**TASK BRIEF**
Gather each line in the entries that includes the string "dead".
-- RECORD SET follows --
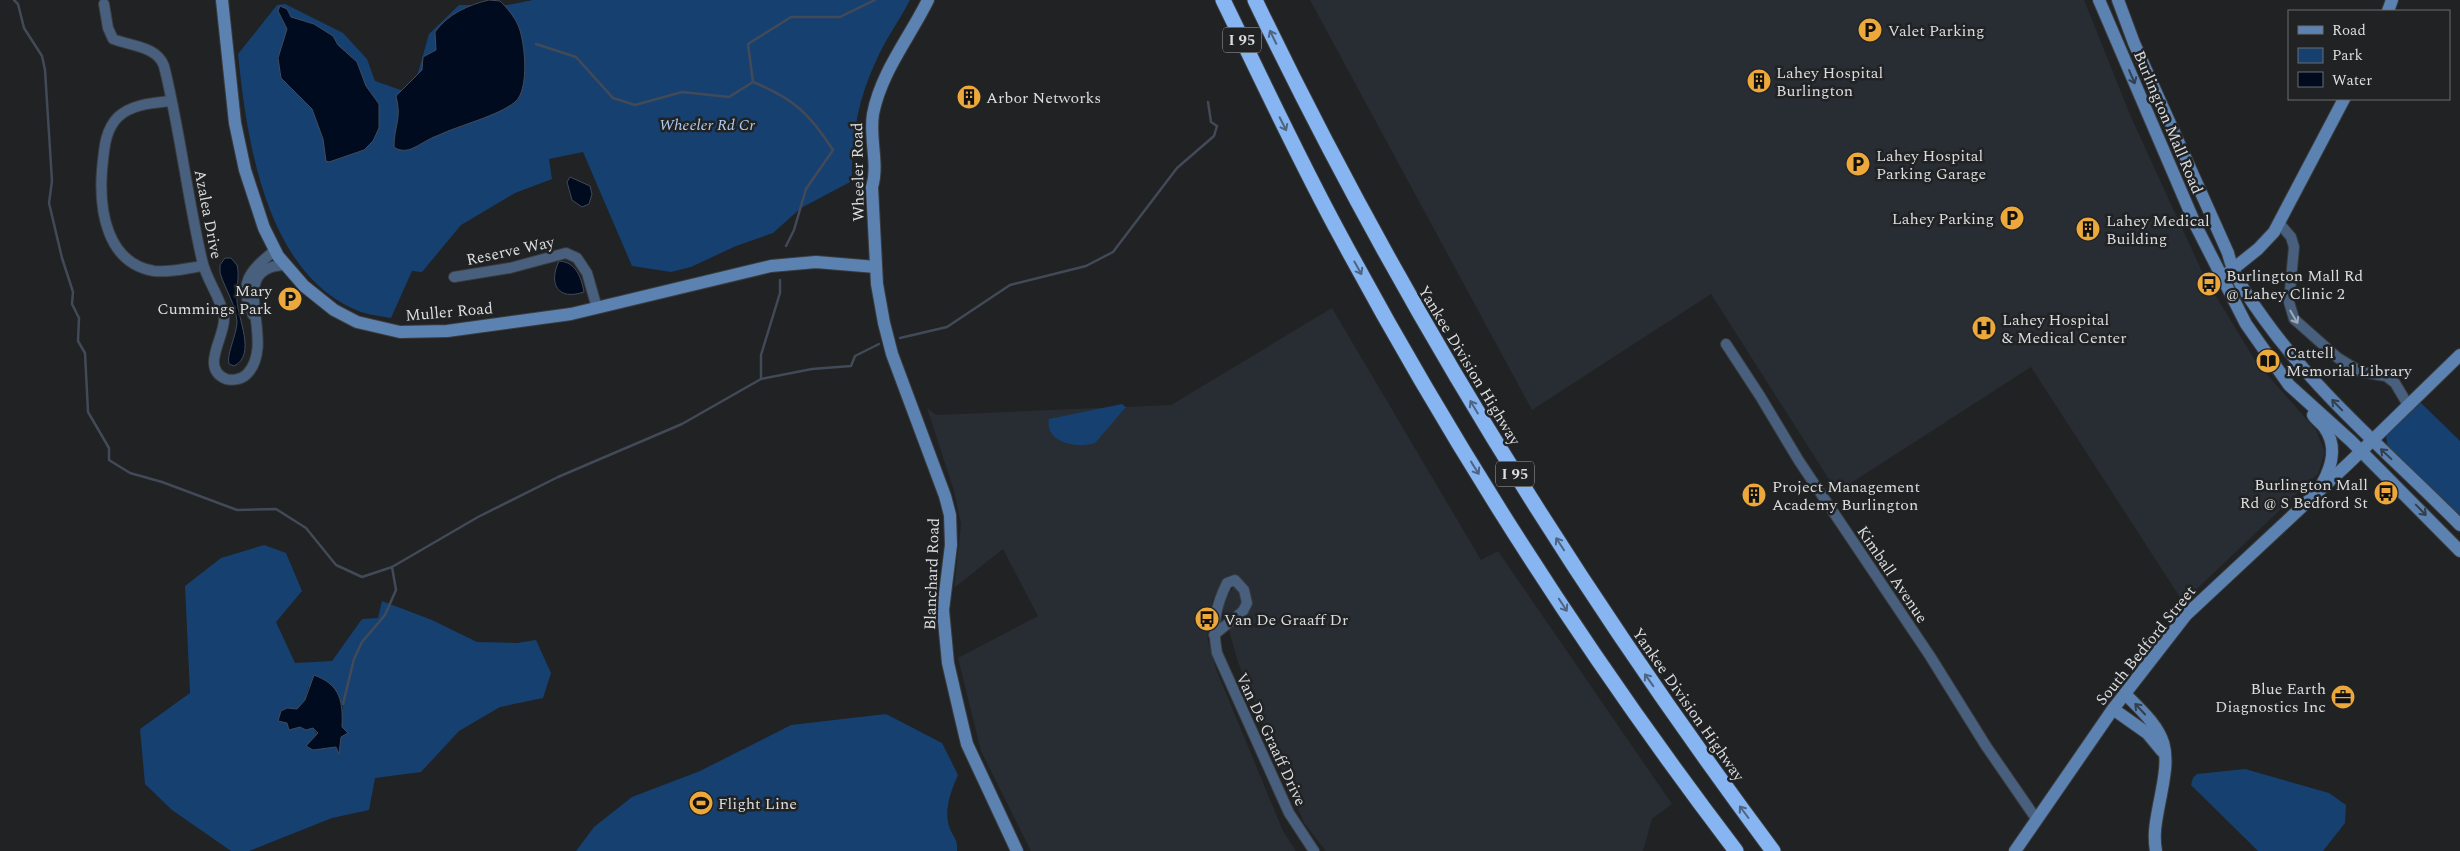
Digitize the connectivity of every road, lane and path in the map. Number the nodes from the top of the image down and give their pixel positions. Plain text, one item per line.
1 (222, 0) edge
2 (928, 0) edge
3 (1223, 0) edge
4 (1255, 0) edge
5 (2099, 0) edge
6 (2118, 0) edge
7 (104, 4) dead end
8 (2343, 100) edge
9 (172, 101) junction
10 (2279, 223) junction
11 (274, 251) junction
12 (284, 265) junction
13 (203, 266) junction
14 (876, 267) junction
15 (2232, 270) junction
16 (454, 277) dead end
17 (2221, 278) junction
18 (597, 308) junction
19 (257, 323) junction
20 (1726, 344) dead end
21 (2460, 355) edge
22 (2304, 400) junction
23 (2408, 405) junction
24 (2371, 440) junction
25 (2362, 451) junction
26 (2318, 492) junction
27 (2460, 525) edge
28 (2460, 550) edge
29 (1214, 635) junction
30 (2125, 694) junction
31 (2113, 709) junction
32 (2166, 758) junction
33 (2037, 820) junction
34 (1017, 851) edge
35 (1314, 851) edge
36 (1736, 851) edge
37 (1773, 851) edge
38 (2015, 851) edge
39 (2156, 851) edge

1 - 11 main road, Muller Road
2 - 14 main road, Wheeler Road
3 -> 36 highway, I 95
37 -> 4 highway, Yankee Division Highway / I 95
5 -> 17 main road, Burlington Mall Road
6 - 15 main road, Burlington Mall Road
7 - 9 street, Azalea Drive
8 - 10 main road
9 - 13 street, Azalea Drive
9 - 13 street
10 - 15 main road
10 -> 23 street
11 - 12 main road, Muller Road
11 - 19 street, Azalea Drive
12 - 18 main road, Muller Road
12 - 19 street, Azalea Drive
13 - 19 street, Azalea Drive
14 - 18 main road, Muller Road
14 - 34 main road, Blanchard Road
15 - 17 main road
24 -> 15 main road, Burlington Mall Road
16 - 18 street, Reserve Way
17 - 22 main road, Burlington Mall Road
20 - 33 street, Kimball Avenue
21 - 23 main road, South Bedford Street
22 - 25 main road, Burlington Mall Road
22 - 26 main road
23 - 24 main road, South Bedford Street
24 - 25 main road, South Bedford Street
27 -> 24 main road, Burlington Mall Road
25 - 26 main road, South Bedford Street
25 -> 28 main road, Burlington Mall Road
26 - 30 main road, South Bedford Street
29 - 29 street, Van De Graaff Drive
29 - 35 street, Van De Graaff Drive
30 - 31 main road, South Bedford Street
32 -> 30 main road
31 - 32 main road
31 - 33 main road, South Bedford Street
32 - 39 main road
33 - 38 main road, South Bedford Street

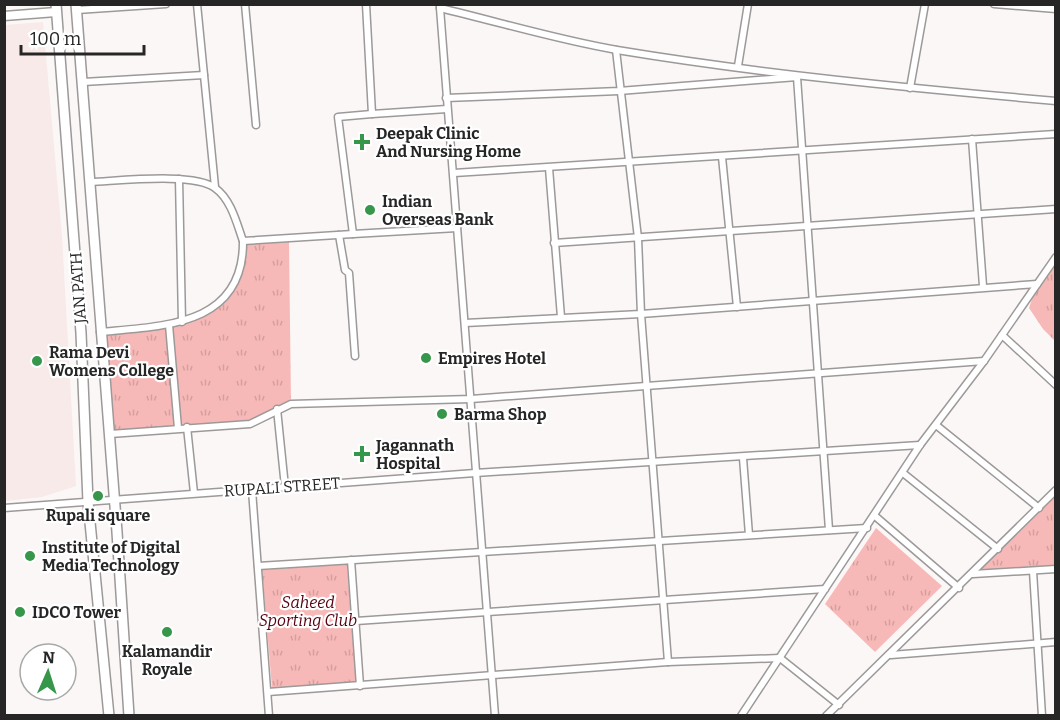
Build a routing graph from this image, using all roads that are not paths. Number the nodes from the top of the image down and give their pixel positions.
1 (166, 4) edge
2 (197, 4) edge
3 (245, 4) edge
4 (366, 4) edge
5 (748, 4) edge
6 (925, 4) edge
7 (994, 4) edge
8 (440, 6) edge
9 (77, 7) edge
10 (56, 8) edge
11 (1056, 9) edge
12 (4, 16) edge
13 (616, 50) junction
14 (738, 66) junction
15 (204, 75) junction
16 (797, 77) junction
17 (83, 82) junction
18 (910, 88) junction
19 (619, 91) junction
20 (446, 98) junction
21 (1056, 101) edge
22 (447, 109) junction
23 (372, 114) junction
24 (256, 124) dead end
25 (1056, 134) edge
26 (972, 139) junction
27 (803, 150) junction
28 (722, 157) junction
29 (630, 163) junction
30 (549, 168) junction
31 (454, 173) junction
32 (179, 179) junction
33 (91, 182) junction
34 (215, 188) junction
35 (1056, 209) edge
36 (978, 214) junction
37 (808, 224) junction
38 (457, 228) junction
39 (729, 231) junction
40 (353, 234) junction
41 (339, 235) junction
42 (638, 238) junction
43 (243, 241) junction
44 (554, 243) junction
45 (1056, 257) edge
46 (1037, 284) junction
47 (983, 286) junction
48 (811, 302) junction
49 (737, 307) junction
50 (641, 314) junction
51 (561, 316) junction
52 (182, 322) junction
53 (465, 323) junction
54 (169, 325) junction
55 (100, 332) junction
56 (1002, 335) junction
57 (355, 357) dead end
58 (984, 361) junction
59 (818, 374) junction
60 (1056, 385) edge
61 (647, 388) junction
62 (471, 399) junction
63 (277, 409) junction
64 (936, 426) junction
65 (188, 427) junction
66 (178, 428) junction
67 (110, 434) junction
68 (920, 445) junction
69 (825, 451) junction
70 (743, 458) junction
71 (652, 462) junction
72 (475, 473) junction
73 (903, 473) junction
74 (285, 488) junction
75 (252, 490) junction
76 (1056, 490) edge
77 (194, 493) junction
78 (115, 498) junction
79 (88, 502) junction
80 (4, 508) edge
81 (1039, 508) junction
82 (875, 516) junction
83 (867, 528) junction
84 (829, 530) junction
85 (748, 535) junction
86 (658, 540) junction
87 (998, 549) junction
88 (482, 551) junction
89 (351, 560) junction
90 (258, 566) junction
91 (1056, 569) edge
92 (1033, 571) junction
93 (972, 574) junction
94 (958, 588) junction
95 (825, 589) junction
96 (661, 600) junction
97 (487, 613) junction
98 (356, 621) junction
99 (1056, 642) edge
100 (1038, 643) junction
101 (890, 655) junction
102 (780, 658) junction
103 (668, 662) junction
104 (492, 674) junction
105 (360, 686) junction
106 (268, 692) junction
107 (838, 705) junction
108 (109, 716) edge
109 (129, 716) edge
110 (269, 716) edge
111 (495, 716) edge
112 (741, 716) edge
113 (826, 716) edge
114 (1042, 716) edge

1 - 9 street
2 - 15 street
3 - 24 street
4 - 23 street
5 - 14 street
6 - 18 street
7 - 11 street
8 - 13 street
8 - 20 street
9 - 17 main road, JAN PATH
10 - 12 street
10 - 79 main road, JAN PATH
13 - 14 street
13 - 19 street
14 - 16 street
15 - 17 street
15 - 34 street
16 - 18 street
16 - 19 street
16 - 27 street
17 - 33 main road, JAN PATH
18 - 21 street
19 - 20 street
19 - 29 street
20 - 22 street
22 - 23 street
22 - 31 street
23 - 40 street
25 - 26 street
26 - 27 street
26 - 36 street
27 - 28 street
27 - 37 street
28 - 29 street
28 - 39 street
29 - 30 street
29 - 42 street
30 - 31 street
30 - 44 street
31 - 38 street
32 - 33 street
32 - 34 street
32 - 52 street
33 - 55 main road, JAN PATH
34 - 43 street
35 - 36 street
36 - 37 street
36 - 47 street
37 - 39 street
37 - 48 street
38 - 40 street
38 - 53 street
39 - 42 street
39 - 49 street
40 - 41 street
41 - 43 street
41 - 57 street
42 - 44 street
42 - 50 street
43 - 52 street
44 - 51 street
45 - 46 street
46 - 47 street
46 - 56 street
47 - 48 street
48 - 49 street
48 - 59 street
49 - 50 street
50 - 51 street
50 - 61 street
51 - 53 street
52 - 54 street
53 - 62 street
54 - 55 street
54 - 66 street
55 - 67 main road, JAN PATH
56 - 58 street
56 - 60 street
58 - 59 street
58 - 64 street
59 - 61 street
59 - 69 street
61 - 62 street
61 - 71 street
62 - 63 street
62 - 72 street
63 - 65 street
63 - 74 street
64 - 68 street
64 - 81 street
65 - 66 street
65 - 77 street
66 - 67 street
67 - 78 main road, JAN PATH
68 - 69 street, RUPALI STREET
68 - 73 street
69 - 70 street, RUPALI STREET
69 - 84 street
70 - 71 street, RUPALI STREET
70 - 85 street
71 - 72 street, RUPALI STREET
71 - 86 street
72 - 74 street, RUPALI STREET
72 - 88 street
73 - 82 street
73 - 87 street
74 - 75 street, RUPALI STREET
75 - 77 street, RUPALI STREET
75 - 90 street
76 - 81 street
77 - 78 street, RUPALI STREET
78 - 79 street, RUPALI STREET
78 - 109 main road, JAN PATH
79 - 80 street, RUPALI STREET
79 - 108 main road, JAN PATH
81 - 87 street
82 - 83 street
82 - 94 street
83 - 84 street
83 - 95 street
84 - 85 street
85 - 86 street
86 - 88 street
86 - 96 street
87 - 93 street
88 - 89 street
88 - 97 street
89 - 90 street
89 - 98 street
90 - 106 street
91 - 92 street
92 - 93 street
92 - 100 street
93 - 94 street
94 - 101 street
95 - 96 street
95 - 102 street
96 - 97 street
96 - 103 street
97 - 98 street
97 - 104 street
98 - 105 street
99 - 100 street
100 - 101 street
100 - 114 street
101 - 107 street
102 - 103 street
102 - 107 street
102 - 112 street
103 - 104 street
104 - 105 street
104 - 111 street
105 - 106 street
106 - 110 street
107 - 113 street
-- RECORD SET concluded --
**TASK RESPONSE**
7 (104, 4) dead end
16 (454, 277) dead end
20 (1726, 344) dead end
24 (256, 124) dead end
57 (355, 357) dead end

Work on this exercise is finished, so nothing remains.